8. Ladies and Gentleman: Miss Grace Jones

1985 was a year when two of the most expensive records ever made came into being, Jones’s seventh album Slave to the Rhythm and Arcadia’s So Red The Rose, and by a quirk of fate Jones was on both of them. Better known as Slave to the Rhythm (the radio version that everyone recognises), Ladies and Gentleman was one of a number of tracks produced by Trevor Horn for one of the most peculiar releases in musical history. Slave to the Rhythm was pitched as a musical biography, featuring various interviews and a number of versions of that song remixed, some recognisable, others obscured. As a parting gift to her former employers, the record was released collaboratively between Island and Capitol as the only LP ever put out on the label Manhattan Island. Horn was given carte blanche in the production suite, building a whole LP around Grace’s isolated vocal tracks, giving her the freedom to experiment extensively with her larynx. Arriving months late and with a bill running into millions, the song itself was a hit, even if it was too modest a hit to recoup the enormous outlay. It’s an odd, occasionally overreaching collection, but the track in question is a wonderfully ostentatious classic that has become Grace’s signature tune and calling card, even if most people don’t technically get the name right.

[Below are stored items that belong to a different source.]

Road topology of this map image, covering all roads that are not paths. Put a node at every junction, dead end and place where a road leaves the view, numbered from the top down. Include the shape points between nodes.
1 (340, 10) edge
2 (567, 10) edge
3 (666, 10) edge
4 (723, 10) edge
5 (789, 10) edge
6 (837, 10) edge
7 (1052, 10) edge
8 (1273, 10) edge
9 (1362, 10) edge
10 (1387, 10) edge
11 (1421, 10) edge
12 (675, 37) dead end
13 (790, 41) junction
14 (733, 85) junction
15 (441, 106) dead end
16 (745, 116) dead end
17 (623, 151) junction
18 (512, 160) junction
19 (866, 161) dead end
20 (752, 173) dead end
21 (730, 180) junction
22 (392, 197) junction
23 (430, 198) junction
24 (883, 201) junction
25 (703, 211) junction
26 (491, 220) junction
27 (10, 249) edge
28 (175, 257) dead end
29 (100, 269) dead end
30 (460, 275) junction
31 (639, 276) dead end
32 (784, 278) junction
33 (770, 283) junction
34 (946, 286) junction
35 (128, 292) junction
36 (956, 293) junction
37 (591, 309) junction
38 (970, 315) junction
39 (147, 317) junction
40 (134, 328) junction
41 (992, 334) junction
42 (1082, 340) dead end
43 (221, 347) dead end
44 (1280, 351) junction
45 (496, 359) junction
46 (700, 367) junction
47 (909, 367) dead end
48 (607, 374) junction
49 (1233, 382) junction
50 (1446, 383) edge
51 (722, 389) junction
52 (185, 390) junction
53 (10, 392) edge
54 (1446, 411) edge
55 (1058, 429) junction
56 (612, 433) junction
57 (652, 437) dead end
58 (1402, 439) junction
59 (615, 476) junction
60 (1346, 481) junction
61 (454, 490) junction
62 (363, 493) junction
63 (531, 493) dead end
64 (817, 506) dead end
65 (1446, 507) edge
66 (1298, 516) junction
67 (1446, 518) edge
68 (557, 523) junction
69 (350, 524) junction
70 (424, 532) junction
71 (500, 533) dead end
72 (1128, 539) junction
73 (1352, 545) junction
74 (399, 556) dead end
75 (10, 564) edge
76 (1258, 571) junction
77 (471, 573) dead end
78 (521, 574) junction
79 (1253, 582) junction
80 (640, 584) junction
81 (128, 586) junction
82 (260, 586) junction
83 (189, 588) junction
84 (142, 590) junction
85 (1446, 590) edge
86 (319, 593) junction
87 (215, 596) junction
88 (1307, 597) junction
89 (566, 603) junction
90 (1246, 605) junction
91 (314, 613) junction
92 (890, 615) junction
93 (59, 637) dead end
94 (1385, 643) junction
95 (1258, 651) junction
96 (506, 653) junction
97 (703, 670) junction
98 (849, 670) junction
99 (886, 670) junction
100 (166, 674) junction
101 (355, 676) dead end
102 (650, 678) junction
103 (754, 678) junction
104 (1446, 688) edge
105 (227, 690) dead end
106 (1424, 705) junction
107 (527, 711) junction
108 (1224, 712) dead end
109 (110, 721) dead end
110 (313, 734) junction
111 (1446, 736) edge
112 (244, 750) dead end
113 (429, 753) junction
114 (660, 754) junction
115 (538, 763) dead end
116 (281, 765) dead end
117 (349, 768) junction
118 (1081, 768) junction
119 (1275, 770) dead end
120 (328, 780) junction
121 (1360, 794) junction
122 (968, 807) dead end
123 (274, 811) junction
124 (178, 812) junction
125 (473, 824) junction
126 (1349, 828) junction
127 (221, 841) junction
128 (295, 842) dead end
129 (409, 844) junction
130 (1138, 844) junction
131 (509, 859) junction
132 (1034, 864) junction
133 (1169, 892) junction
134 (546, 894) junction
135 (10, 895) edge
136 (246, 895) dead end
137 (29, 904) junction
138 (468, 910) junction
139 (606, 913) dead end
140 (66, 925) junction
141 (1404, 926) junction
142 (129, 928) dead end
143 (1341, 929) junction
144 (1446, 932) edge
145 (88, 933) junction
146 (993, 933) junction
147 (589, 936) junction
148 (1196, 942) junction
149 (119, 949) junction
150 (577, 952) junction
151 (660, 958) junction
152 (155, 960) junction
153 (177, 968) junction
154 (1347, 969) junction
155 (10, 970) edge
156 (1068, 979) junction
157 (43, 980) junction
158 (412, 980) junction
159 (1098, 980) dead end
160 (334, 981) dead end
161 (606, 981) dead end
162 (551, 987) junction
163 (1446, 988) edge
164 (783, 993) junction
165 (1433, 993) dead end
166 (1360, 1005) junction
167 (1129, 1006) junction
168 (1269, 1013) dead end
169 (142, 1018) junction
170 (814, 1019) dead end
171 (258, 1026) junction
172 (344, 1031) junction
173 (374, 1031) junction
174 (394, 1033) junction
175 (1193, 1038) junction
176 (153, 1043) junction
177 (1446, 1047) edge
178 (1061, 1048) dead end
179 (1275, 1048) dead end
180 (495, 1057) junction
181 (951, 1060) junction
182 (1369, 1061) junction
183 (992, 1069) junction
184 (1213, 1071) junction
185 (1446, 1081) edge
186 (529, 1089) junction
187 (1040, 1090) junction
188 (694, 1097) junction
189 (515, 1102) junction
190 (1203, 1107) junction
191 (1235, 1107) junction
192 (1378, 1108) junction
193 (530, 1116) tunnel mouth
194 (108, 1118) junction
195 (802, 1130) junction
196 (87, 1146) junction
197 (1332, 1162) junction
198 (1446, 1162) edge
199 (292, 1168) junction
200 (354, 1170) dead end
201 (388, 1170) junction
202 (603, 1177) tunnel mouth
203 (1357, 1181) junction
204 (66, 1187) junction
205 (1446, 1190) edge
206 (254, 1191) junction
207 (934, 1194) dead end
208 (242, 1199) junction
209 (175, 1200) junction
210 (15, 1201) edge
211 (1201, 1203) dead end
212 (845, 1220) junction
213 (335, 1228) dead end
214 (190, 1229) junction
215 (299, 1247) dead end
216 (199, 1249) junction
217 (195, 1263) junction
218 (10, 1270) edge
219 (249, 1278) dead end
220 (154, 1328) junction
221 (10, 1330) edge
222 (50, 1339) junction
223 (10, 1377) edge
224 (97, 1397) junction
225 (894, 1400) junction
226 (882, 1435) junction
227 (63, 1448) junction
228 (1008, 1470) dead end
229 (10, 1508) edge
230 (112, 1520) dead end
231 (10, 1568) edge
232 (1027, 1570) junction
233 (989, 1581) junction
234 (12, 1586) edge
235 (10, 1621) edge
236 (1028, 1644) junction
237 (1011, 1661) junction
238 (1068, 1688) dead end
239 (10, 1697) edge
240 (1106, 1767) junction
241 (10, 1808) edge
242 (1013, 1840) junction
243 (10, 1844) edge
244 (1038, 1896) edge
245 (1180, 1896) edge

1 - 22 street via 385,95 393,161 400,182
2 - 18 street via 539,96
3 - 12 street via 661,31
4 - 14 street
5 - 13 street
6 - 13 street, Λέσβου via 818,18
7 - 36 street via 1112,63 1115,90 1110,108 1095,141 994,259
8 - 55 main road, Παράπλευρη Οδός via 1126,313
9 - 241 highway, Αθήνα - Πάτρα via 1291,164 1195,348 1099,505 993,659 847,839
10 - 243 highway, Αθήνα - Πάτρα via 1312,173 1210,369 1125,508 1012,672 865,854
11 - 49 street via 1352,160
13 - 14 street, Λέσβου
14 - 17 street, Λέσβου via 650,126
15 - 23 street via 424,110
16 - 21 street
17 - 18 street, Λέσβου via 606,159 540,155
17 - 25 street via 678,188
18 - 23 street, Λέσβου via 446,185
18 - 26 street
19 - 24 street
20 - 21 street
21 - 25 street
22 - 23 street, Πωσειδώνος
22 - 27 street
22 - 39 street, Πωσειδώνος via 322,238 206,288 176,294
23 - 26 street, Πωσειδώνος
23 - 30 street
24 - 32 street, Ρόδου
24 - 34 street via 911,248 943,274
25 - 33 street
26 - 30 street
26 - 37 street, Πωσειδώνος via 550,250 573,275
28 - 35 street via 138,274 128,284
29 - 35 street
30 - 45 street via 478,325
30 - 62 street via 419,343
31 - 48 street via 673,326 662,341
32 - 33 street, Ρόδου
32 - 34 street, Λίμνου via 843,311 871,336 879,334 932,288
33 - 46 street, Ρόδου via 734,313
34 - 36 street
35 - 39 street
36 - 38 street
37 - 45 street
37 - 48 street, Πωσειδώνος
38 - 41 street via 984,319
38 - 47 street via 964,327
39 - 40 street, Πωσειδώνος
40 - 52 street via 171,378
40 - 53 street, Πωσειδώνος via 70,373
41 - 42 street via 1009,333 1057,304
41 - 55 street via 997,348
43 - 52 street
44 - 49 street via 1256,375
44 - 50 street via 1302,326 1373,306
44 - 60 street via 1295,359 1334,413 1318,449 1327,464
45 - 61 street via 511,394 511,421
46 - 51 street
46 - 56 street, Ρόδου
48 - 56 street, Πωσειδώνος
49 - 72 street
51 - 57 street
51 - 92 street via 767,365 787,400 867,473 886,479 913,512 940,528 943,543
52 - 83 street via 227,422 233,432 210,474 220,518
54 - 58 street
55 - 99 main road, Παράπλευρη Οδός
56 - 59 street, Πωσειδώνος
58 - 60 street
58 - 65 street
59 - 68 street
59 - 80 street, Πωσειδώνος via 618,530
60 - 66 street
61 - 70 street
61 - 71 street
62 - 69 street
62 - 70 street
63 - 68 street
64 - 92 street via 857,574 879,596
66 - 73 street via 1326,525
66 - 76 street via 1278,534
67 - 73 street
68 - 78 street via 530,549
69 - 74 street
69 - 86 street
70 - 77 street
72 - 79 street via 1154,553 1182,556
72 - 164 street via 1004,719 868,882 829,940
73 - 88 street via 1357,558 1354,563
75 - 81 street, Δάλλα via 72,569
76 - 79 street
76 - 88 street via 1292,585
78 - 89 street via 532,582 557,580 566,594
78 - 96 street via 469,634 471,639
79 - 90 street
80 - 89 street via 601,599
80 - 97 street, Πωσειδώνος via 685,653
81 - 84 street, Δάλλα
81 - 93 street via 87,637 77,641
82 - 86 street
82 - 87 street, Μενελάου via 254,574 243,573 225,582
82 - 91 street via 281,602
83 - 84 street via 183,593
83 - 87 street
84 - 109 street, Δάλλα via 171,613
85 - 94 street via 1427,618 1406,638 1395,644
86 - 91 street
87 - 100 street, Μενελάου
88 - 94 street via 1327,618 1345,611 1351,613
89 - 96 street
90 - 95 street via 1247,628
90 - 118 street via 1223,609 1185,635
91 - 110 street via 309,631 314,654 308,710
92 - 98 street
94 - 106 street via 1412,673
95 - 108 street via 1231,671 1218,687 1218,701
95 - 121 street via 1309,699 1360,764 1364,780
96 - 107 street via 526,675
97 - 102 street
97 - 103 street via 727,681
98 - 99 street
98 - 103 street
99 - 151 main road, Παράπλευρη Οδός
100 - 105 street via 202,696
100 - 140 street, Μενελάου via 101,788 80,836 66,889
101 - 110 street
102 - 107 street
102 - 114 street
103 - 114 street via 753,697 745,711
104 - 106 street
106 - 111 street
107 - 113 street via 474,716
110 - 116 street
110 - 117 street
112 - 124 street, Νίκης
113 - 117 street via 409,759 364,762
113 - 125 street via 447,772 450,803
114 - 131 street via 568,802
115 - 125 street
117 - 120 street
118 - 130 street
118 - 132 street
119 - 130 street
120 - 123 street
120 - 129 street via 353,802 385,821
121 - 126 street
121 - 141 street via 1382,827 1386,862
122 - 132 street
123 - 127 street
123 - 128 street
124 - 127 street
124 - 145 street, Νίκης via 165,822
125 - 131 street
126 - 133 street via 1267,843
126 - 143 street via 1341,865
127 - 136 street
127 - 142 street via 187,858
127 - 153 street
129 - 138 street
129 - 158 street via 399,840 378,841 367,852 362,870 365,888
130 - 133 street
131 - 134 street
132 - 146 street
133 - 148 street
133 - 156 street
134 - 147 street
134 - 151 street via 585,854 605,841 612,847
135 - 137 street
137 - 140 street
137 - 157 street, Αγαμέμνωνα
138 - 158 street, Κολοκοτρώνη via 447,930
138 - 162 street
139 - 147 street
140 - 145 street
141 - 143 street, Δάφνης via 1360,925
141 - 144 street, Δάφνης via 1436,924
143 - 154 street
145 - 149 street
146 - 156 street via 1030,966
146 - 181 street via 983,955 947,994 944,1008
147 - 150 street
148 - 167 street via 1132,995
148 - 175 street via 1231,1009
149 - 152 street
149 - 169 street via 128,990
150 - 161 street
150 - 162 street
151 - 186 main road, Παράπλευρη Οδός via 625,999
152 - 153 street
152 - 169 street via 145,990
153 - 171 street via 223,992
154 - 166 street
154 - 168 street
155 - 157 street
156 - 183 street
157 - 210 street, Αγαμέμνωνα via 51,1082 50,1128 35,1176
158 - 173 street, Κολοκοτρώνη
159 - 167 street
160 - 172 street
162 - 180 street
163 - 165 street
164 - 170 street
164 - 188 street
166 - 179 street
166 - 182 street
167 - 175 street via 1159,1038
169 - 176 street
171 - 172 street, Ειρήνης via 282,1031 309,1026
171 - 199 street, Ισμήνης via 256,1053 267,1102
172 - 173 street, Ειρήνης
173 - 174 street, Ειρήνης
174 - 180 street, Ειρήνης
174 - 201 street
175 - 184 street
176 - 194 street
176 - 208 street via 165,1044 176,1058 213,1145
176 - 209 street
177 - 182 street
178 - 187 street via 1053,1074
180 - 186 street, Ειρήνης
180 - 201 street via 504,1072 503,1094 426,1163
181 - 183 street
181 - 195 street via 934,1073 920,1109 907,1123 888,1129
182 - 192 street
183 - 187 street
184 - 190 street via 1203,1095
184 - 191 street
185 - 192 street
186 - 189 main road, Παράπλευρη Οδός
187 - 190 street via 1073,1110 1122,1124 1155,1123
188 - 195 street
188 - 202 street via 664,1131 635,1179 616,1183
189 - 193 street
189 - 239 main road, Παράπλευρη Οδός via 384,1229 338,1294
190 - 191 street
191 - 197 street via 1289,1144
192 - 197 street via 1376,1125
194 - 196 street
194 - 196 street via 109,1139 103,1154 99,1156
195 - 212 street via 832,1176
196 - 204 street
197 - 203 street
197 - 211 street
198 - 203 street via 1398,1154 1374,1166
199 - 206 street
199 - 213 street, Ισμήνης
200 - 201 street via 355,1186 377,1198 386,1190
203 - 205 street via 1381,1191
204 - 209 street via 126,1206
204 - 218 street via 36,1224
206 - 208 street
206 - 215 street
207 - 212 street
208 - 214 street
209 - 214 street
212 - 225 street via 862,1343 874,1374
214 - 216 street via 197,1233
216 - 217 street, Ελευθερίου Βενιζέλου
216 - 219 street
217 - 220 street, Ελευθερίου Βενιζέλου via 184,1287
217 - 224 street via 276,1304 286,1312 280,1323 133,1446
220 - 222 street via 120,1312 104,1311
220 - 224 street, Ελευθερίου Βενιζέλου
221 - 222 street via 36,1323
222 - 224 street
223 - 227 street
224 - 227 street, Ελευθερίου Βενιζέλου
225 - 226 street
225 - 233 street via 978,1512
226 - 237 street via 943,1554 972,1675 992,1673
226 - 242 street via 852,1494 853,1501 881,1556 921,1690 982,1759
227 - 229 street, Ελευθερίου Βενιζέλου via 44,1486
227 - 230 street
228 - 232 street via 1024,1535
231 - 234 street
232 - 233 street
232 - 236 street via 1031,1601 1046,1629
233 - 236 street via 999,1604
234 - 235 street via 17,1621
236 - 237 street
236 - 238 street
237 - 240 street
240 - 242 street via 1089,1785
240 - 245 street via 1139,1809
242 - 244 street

9. Victor Should Have Been a Jazz Musician

After she signed to Capitol, Jones’s next few albums failed to maintain the artistic integrity of what came before. On Island she had freedom and more input in her work, whereas now she was an artist with a major record deal at a label that perhaps didn’t know what to do with her. If the quality of the album sleeve in any way correlates with the quality of the music inside, then the cover of Inside Story says all you need to know. The choice of Nile Rodgers as producer was not an unmitigated disaster, but the record sounds more like a collection of studio tricks with Jones tacked on with samples than it does an album with any substance. Even the lead single I’m Not Perfect (But I’m Perfect for You) appears to lack direction. A track without any gimmicks is Victor Should Have Been a Jazz Musician, and while there’s a certain production sheen that dates it, the song is strong. It’s a smooth and slinky gem that may have got lost along the way. The chorus is oddly reminiscent of Bowie’s This Is Not America, while in the first verse she mentions the fact she went to a concert by Nina Simone. So what’s not to love?

10. Williams Blood

Grace became almost completely disenfranchised by the music business after her lacklustre Bulletproof Heart album in 1989, releasing the odd single for film soundtracks, but showing little interest in making another album. In 1997 she was reported to be working with Tricky, but that didn’t last long, although Hurricane – which they worked on together – did become the title track when she finally did release an album in 2008 (it had been called Cradle to the Grave when she’d worked with the Bristolian producer). If the music press had worked itself into a lather about the decade it took Axl Rose to finally release Chinese Democracy, then there was no such fanfare for Jones, despite an absence of almost two decades. What the critics were unanimous about though was the quality of Hurricane. It seemed inconceivable that Grace Jones could return with a record so contemporary and relevant and above all so damned enjoyable, and yet she’d pulled off the near impossible. Perhaps best of all is Williams Blood, an autobiographical track that taps back into some of her more difficult experiences in Jamaica as a child. The verses are musically foreboding, while the choruses, with their ebullient gospel choirs splaying shards of iridescent light onto proceedings, make for an emotional juxtaposition that sways back and forth several times. And just when you don’t think you can take any more, there’s a further coda (“I’ve got the Williams blood in me!”) that may take your head clean off.